# The problem
Your answer should be every line below that includes the word "Didžioji".

(Data shown Opens)

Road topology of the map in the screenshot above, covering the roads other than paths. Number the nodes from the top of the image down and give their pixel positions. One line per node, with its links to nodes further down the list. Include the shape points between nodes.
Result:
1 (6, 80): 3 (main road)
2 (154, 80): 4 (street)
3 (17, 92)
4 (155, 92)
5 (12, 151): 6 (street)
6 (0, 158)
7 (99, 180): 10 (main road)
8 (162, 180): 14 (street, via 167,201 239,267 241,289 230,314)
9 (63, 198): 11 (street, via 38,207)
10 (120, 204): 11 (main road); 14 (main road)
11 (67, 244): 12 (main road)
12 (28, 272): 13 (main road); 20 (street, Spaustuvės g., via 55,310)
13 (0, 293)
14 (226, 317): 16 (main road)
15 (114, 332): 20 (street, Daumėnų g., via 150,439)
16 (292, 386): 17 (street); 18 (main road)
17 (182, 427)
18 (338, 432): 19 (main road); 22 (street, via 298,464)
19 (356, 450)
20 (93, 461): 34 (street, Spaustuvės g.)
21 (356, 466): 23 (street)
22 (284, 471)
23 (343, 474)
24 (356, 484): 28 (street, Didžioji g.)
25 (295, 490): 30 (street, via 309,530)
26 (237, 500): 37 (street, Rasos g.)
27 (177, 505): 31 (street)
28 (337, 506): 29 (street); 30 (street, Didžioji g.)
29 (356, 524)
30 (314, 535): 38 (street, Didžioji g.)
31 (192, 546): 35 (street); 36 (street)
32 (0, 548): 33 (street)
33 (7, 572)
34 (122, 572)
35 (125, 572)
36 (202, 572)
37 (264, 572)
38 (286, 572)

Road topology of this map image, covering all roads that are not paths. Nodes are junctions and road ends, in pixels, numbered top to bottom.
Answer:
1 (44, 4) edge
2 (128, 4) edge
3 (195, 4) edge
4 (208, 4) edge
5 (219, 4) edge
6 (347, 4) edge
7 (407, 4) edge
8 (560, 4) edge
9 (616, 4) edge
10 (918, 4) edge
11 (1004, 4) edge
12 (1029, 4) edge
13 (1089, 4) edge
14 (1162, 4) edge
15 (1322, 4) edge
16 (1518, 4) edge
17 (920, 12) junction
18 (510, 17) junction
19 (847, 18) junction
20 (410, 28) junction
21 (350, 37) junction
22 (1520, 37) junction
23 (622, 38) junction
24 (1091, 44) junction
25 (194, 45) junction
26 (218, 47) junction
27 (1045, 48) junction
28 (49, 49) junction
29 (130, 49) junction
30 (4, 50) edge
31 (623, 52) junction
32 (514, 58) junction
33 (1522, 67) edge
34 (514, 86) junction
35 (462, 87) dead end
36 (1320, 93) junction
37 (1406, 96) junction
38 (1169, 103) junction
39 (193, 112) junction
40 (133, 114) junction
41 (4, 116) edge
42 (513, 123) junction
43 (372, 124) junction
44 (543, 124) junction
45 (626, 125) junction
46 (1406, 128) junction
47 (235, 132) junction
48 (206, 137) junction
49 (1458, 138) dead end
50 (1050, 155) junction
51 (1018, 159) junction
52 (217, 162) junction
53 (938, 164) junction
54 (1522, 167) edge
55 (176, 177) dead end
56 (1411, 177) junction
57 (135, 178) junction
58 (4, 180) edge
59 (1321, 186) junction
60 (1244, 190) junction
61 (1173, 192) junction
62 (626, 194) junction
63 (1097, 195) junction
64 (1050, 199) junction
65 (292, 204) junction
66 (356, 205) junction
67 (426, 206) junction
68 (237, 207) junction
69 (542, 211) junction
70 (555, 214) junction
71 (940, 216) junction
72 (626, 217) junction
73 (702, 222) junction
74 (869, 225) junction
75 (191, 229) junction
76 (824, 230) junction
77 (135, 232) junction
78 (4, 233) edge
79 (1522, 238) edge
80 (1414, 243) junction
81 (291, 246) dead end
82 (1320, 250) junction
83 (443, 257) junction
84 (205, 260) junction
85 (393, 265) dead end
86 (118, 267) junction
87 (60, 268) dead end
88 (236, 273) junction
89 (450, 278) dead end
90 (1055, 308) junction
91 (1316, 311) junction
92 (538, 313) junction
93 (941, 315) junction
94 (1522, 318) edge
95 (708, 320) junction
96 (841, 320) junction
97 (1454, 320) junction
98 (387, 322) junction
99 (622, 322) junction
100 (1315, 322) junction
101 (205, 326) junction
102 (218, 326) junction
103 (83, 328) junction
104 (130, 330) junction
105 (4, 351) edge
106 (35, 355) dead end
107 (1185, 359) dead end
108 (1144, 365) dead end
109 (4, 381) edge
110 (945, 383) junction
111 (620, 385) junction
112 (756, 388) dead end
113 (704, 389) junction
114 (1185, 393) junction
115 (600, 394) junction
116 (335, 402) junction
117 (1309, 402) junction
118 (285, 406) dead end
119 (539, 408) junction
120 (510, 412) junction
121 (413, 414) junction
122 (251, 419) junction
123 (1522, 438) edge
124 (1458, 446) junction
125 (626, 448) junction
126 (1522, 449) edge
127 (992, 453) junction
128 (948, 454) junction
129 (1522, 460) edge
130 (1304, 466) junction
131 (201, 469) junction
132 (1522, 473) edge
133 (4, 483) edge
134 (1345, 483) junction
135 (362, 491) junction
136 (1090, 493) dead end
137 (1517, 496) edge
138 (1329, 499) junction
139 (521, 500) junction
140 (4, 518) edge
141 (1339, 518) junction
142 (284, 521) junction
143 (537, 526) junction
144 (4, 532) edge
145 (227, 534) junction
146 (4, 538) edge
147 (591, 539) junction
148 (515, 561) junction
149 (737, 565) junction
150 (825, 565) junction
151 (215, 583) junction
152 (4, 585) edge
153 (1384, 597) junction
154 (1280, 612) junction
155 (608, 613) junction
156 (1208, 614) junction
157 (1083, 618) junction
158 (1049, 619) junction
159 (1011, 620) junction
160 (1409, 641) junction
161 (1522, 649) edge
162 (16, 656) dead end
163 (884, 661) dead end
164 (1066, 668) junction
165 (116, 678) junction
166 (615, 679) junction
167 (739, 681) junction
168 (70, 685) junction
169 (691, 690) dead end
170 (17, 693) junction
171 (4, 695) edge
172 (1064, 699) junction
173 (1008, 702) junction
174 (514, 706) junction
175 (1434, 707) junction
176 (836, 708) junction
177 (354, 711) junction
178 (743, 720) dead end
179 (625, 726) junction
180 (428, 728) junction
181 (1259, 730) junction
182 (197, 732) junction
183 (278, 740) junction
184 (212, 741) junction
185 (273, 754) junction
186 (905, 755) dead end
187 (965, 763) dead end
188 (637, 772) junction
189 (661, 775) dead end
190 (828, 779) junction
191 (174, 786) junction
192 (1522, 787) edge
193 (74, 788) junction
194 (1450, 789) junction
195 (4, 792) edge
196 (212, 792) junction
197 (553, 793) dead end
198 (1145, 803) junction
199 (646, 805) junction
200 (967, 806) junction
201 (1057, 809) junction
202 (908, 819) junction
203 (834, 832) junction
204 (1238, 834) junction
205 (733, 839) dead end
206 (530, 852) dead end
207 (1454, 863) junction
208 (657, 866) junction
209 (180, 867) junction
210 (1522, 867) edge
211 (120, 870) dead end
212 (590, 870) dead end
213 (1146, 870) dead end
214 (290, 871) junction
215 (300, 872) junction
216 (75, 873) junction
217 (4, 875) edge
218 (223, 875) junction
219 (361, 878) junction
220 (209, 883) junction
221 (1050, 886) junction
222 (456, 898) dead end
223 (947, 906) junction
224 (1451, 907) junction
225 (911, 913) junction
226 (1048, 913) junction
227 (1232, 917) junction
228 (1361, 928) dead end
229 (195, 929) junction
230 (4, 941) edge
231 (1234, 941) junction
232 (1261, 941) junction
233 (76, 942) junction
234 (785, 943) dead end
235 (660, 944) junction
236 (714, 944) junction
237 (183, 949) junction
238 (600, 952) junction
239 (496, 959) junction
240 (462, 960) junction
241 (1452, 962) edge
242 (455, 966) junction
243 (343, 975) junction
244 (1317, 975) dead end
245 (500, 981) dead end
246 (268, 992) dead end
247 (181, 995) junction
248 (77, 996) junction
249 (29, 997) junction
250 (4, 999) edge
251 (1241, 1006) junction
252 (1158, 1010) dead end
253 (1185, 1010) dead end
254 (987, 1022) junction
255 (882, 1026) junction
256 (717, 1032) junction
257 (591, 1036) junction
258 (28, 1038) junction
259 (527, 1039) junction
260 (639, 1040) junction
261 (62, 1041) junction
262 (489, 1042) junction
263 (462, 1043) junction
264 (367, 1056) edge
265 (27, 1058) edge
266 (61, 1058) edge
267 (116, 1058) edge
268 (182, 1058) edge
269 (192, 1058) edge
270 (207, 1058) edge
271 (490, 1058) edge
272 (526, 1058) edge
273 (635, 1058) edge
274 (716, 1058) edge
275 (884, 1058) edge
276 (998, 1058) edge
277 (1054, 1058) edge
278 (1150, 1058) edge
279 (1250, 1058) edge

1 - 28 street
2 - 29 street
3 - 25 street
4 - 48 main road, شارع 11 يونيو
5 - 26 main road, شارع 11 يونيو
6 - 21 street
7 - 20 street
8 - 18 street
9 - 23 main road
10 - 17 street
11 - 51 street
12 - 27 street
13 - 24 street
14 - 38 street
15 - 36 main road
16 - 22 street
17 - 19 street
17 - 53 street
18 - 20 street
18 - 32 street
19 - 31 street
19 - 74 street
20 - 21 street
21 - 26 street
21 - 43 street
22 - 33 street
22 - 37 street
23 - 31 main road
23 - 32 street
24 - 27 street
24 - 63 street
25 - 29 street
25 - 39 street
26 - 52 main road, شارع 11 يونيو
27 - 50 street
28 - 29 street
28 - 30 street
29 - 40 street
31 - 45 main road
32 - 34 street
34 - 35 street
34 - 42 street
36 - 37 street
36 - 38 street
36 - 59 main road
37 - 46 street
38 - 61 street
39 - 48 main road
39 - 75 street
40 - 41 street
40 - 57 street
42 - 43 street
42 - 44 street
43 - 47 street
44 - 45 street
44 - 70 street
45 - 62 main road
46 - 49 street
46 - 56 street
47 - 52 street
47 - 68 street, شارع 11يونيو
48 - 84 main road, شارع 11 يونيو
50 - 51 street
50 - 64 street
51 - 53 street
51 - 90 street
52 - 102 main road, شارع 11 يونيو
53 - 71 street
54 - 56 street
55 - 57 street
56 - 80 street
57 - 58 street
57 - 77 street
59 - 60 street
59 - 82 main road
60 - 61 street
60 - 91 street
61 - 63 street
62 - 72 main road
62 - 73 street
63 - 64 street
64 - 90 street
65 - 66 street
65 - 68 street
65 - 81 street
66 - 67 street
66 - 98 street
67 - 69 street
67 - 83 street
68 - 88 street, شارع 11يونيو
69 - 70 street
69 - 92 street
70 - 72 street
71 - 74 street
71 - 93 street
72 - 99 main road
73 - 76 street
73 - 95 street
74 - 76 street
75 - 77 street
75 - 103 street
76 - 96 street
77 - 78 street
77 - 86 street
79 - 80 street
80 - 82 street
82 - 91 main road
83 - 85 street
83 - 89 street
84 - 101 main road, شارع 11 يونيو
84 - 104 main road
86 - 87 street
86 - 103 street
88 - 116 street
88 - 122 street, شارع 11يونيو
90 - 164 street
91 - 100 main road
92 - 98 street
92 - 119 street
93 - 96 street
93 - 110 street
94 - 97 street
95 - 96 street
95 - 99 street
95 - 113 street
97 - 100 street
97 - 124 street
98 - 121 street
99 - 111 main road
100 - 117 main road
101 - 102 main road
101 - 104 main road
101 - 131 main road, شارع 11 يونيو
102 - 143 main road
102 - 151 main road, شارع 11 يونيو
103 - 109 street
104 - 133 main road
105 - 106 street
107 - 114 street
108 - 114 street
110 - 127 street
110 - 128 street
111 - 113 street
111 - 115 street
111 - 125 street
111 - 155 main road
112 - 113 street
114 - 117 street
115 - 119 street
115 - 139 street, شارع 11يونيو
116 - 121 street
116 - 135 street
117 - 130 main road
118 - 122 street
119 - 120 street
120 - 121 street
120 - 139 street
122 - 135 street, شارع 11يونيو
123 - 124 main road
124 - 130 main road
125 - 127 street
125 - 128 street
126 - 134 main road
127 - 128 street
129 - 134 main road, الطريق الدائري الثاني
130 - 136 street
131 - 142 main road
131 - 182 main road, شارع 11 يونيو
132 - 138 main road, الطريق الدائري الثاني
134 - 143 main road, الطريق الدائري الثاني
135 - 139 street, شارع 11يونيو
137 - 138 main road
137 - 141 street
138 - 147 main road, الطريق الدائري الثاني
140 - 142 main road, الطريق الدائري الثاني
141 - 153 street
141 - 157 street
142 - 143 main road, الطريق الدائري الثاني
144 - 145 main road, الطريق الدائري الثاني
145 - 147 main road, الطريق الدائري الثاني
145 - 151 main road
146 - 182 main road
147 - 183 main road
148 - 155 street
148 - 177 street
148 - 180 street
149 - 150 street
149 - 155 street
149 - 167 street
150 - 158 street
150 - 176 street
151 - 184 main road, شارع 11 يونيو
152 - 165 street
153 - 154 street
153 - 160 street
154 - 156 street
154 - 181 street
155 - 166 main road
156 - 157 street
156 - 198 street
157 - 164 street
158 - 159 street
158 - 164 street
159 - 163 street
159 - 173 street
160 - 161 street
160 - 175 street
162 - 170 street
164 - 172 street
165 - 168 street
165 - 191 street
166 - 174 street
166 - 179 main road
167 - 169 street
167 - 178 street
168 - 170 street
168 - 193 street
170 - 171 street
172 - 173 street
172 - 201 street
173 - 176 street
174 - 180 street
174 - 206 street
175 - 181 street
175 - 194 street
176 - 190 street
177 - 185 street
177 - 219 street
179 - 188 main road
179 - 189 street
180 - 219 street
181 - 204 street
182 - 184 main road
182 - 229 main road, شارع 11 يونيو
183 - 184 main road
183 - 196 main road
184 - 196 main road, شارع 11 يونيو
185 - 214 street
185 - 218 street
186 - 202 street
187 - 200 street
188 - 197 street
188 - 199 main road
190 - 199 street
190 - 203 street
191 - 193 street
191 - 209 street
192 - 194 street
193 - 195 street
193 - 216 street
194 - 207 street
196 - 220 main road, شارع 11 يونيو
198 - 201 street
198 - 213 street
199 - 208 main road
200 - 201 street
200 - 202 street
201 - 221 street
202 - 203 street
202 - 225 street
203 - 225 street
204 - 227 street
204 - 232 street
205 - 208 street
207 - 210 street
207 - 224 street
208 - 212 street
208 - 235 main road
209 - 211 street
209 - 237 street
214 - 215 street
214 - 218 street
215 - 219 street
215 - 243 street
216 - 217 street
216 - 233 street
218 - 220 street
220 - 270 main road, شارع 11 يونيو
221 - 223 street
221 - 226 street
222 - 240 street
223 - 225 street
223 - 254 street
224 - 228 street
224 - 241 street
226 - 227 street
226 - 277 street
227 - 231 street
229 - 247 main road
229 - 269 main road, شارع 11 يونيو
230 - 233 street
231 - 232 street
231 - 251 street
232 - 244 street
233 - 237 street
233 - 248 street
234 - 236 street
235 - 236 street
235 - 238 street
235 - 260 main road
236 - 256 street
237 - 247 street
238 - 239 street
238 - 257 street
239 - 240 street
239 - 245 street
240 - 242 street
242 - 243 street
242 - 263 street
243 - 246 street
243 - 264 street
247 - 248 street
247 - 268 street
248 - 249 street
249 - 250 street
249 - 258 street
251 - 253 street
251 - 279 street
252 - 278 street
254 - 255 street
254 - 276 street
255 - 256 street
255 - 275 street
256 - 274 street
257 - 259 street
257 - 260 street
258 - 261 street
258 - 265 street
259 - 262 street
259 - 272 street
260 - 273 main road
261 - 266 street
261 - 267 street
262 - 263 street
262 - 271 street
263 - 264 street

(Data shown Closes)

# Finished exercise
24 (356, 484): 28 (street, Didžioji g.)
28 (337, 506): 29 (street); 30 (street, Didžioji g.)
30 (314, 535): 38 (street, Didžioji g.)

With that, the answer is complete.